In March 2014, I had Dad do an AncestryDNA autosomal test for me. I thought for sure this would connect me with other Robledo researchers to provide some new leads. Nope. Just more Nieto researchers (and some good leads on Dad’s mother’s line). There are quite a few suggested connections who either don’t have a tree posted at all, or who make their tree private (and haven’t responded to my requests to let me view their trees), so it is possible I might end up with some fellow Robledo researchers there. I find it incredibly frustrating that AncestryDNA doesn’t at least display a surnames list for DNA Matches who choose to keep their trees private. Just being able to view the surnames would help me dismiss a possible Match, or keep begging them for access. Immediately after RootsTech and FGS earlier this month, I transferred my raw AncestryDNA to Family Tree DNA, so I am hoping for some matches there (a computer glitch on their end has delayed processing my results).
The recent announcement at RootsTech that FamilySearch is finally going to index all of their Mexico records does hold some good promise for me.
Robledo is not an unusual surname, but neither is it the most common of Hispanic surnames (like Garcia, Sanches, Rodriguez, etc.). Other than my own siblings, I can only recall one other Robledo in my K-12 schools, despite growing up in heavily-Hispanic Santa Ana, Orange County, California. I have lived here in Orange County for all but a handful of years, and have never actually run into another Robledo.
Ancestry confirms what Dad always told me about the Robledo surname.
Robledo Name Meaning Spanish: habitational name from any of the numerous places named Robledo, from robledo ‘oak wood’, a derivative of roble ‘oak’. (Source: Dictionary of American Family Names ©2013, Oxford University Press).
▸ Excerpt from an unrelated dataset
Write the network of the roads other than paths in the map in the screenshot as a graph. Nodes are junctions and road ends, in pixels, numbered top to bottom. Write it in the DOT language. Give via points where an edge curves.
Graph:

House of Names of course claims a distinguished and rich history (don’t they always!).
The distinguished surname Robledo is a proud sign of a rich and ancient history. The original bearer of the name Robledo, which is a loal surname, once lived, held land, or was born in the beautiful region of Spain… The Robledo family originally lived in the village named Robles, which was located in the judicial district of Murias in the province of Leon. This place-name was originally derived from the Spanish word robles, which means oak, and it indicates that the originally [sic] bearer of this name resided near oak trees.
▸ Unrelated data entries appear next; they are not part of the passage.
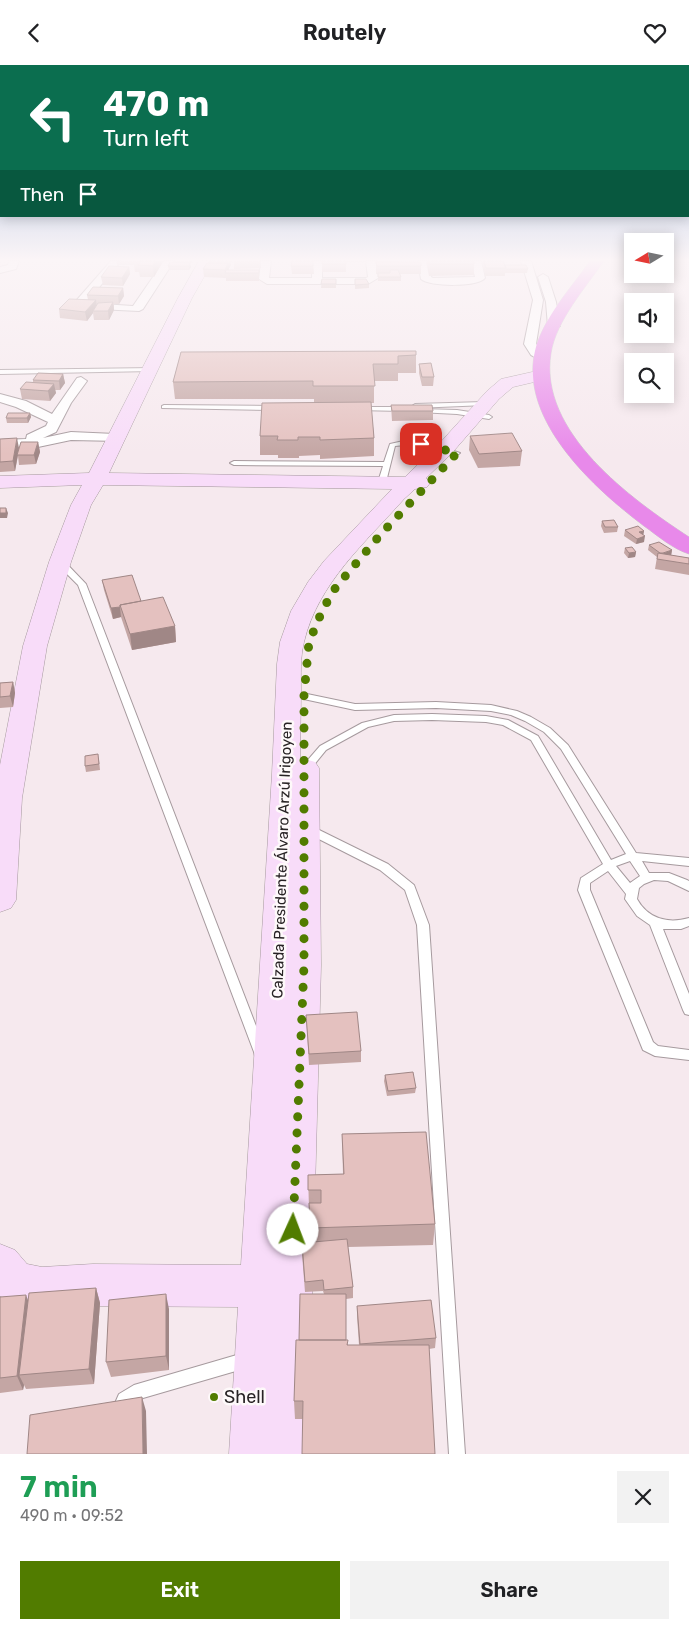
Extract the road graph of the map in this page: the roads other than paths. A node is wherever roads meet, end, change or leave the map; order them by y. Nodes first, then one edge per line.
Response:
1 (172, 326) edge
2 (534, 326) edge
3 (552, 326) edge
4 (152, 369) junction
5 (0, 372) edge
6 (542, 372) junction
7 (81, 381) dead end
8 (0, 398) edge
9 (65, 403) junction
10 (164, 407) dead end
11 (283, 408) edge
12 (353, 409) edge
13 (402, 409) junction
14 (36, 411) junction
15 (483, 412) junction
16 (56, 429) junction
17 (114, 441) junction
18 (0, 444) edge
19 (451, 451) junction
20 (234, 463) dead end
21 (384, 473) junction
22 (96, 479) junction
23 (0, 482) edge
24 (419, 483) junction
25 (689, 547) edge
26 (60, 562) junction
27 (296, 694) junction
28 (388, 706) junction
29 (394, 718) junction
30 (528, 719) junction
31 (522, 730) junction
32 (305, 769) junction
33 (4, 798) edge
34 (304, 827) junction
35 (632, 856) junction
36 (689, 862) edge
37 (609, 865) junction
38 (646, 877) junction
39 (689, 887) edge
40 (631, 892) junction
41 (0, 900) edge
42 (689, 922) edge
43 (655, 923) junction
44 (689, 1010) edge
45 (689, 1055) edge
46 (272, 1081) junction
47 (0, 1264) edge
48 (276, 1286) junction
49 (258, 1357) junction
50 (118, 1416) edge
51 (252, 1454) edge
52 (285, 1454) edge
53 (457, 1454) edge

1 - 4 street
2 - 6 street
3 - 6 highway
4 - 5 lane
4 - 17 street
6 - 15 street, Calzada Presidente Álvaro Arzú Irigoyen
6 - 25 highway
7 - 9 street
8 - 14 street
9 - 14 street
9 - 16 street
10 - 11 lane
12 - 13 lane
13 - 15 lane
13 - 15 lane
14 - 16 street
15 - 19 street, Calzada Presidente Álvaro Arzú Irigoyen
16 - 17 street
16 - 18 street
17 - 22 street
19 - 21 lane
19 - 24 street, Calzada Presidente Álvaro Arzú Irigoyen
20 - 21 lane
21 - 22 street
21 - 24 street
22 - 23 street
22 - 26 street
24 - 27 street, Calzada Presidente Álvaro Arzú Irigoyen
26 - 33 street
26 - 46 lane
27 - 28 lane
27 - 32 street, Calzada Presidente Álvaro Arzú Irigoyen
27 - 46 street, Calzada Presidente Álvaro Arzú Irigoyen
28 - 29 lane
28 - 30 lane
29 - 31 lane
29 - 32 lane
30 - 31 lane
30 - 35 lane
31 - 37 lane
32 - 34 street, Calzada Presidente Álvaro Arzú Irigoyen
33 - 41 street
34 - 48 street, Calzada Presidente Álvaro Arzú Irigoyen
34 - 53 lane
35 - 36 lane
35 - 37 lane
35 - 38 lane
37 - 40 lane
37 - 45 lane
38 - 39 lane
38 - 40 lane
40 - 43 lane
42 - 43 lane
43 - 44 lane
46 - 48 street, Calzada Presidente Álvaro Arzú Irigoyen
47 - 48 street
48 - 49 street, Calzada Presidente Álvaro Arzú Irigoyen
48 - 52 street, Calzada Presidente Álvaro Arzú Irigoyen
49 - 50 lane
49 - 51 street, Calzada Presidente Álvaro Arzú Irigoyen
Spelling variations of this family name include: Robles, de Robles, Roble, Robleda, Robledo, de Robledo, Robledano, Robledillo, de Robledillo, Robreno [with a ~], Robreno, Robreda, de Robreda, Robredo, de Robredo, Robredillo and many more.
First found in Castile, in north central Spain.
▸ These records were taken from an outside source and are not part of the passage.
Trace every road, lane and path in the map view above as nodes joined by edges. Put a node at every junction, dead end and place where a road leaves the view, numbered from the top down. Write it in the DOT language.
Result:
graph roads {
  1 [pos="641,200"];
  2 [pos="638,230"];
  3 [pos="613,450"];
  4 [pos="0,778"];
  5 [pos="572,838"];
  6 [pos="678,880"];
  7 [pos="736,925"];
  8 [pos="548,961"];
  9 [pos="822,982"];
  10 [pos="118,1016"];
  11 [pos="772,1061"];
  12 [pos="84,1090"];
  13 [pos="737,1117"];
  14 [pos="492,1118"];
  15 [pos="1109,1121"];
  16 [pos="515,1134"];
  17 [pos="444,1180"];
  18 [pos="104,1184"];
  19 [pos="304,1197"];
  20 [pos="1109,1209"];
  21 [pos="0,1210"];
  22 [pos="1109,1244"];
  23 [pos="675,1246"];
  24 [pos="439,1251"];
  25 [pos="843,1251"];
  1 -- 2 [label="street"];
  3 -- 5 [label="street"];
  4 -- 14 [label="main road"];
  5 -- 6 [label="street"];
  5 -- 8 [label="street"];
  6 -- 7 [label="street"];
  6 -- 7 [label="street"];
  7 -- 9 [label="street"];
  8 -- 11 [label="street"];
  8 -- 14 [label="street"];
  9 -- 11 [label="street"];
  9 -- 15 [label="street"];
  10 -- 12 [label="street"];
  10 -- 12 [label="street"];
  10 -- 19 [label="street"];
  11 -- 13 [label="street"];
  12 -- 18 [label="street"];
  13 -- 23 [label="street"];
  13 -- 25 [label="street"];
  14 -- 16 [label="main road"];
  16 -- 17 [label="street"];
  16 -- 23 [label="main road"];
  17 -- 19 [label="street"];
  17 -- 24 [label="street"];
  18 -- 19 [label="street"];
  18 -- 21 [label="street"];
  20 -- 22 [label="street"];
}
Sadly, my Robledo surname doesn’t even warrant a Wikipedia page.
Related Robledo Projects
I find no real surname projects mentioned on the web, or even a family association or Facebook Group. All I find are a few DNA projects, which I plan to join when I have the requisite Y-DNA test done on Dad or his uncle.
- Family Tree DNA: Robledo in Mexico Group Project
- MyHeritage: Robledo in Mexico Surname DNA Project
- iGENEA: The Robledo Surname Project
And of course, the trusty Ancestry.com Robledo surname forum.
So, a one-name study can’t hurt, unless it diverts too much of my attention away from my regular research. But there seem to be so few people researching this surname, that at the very least, it will allow me to make a meaningful contribution to the genealogy community and to my Robledo surname group.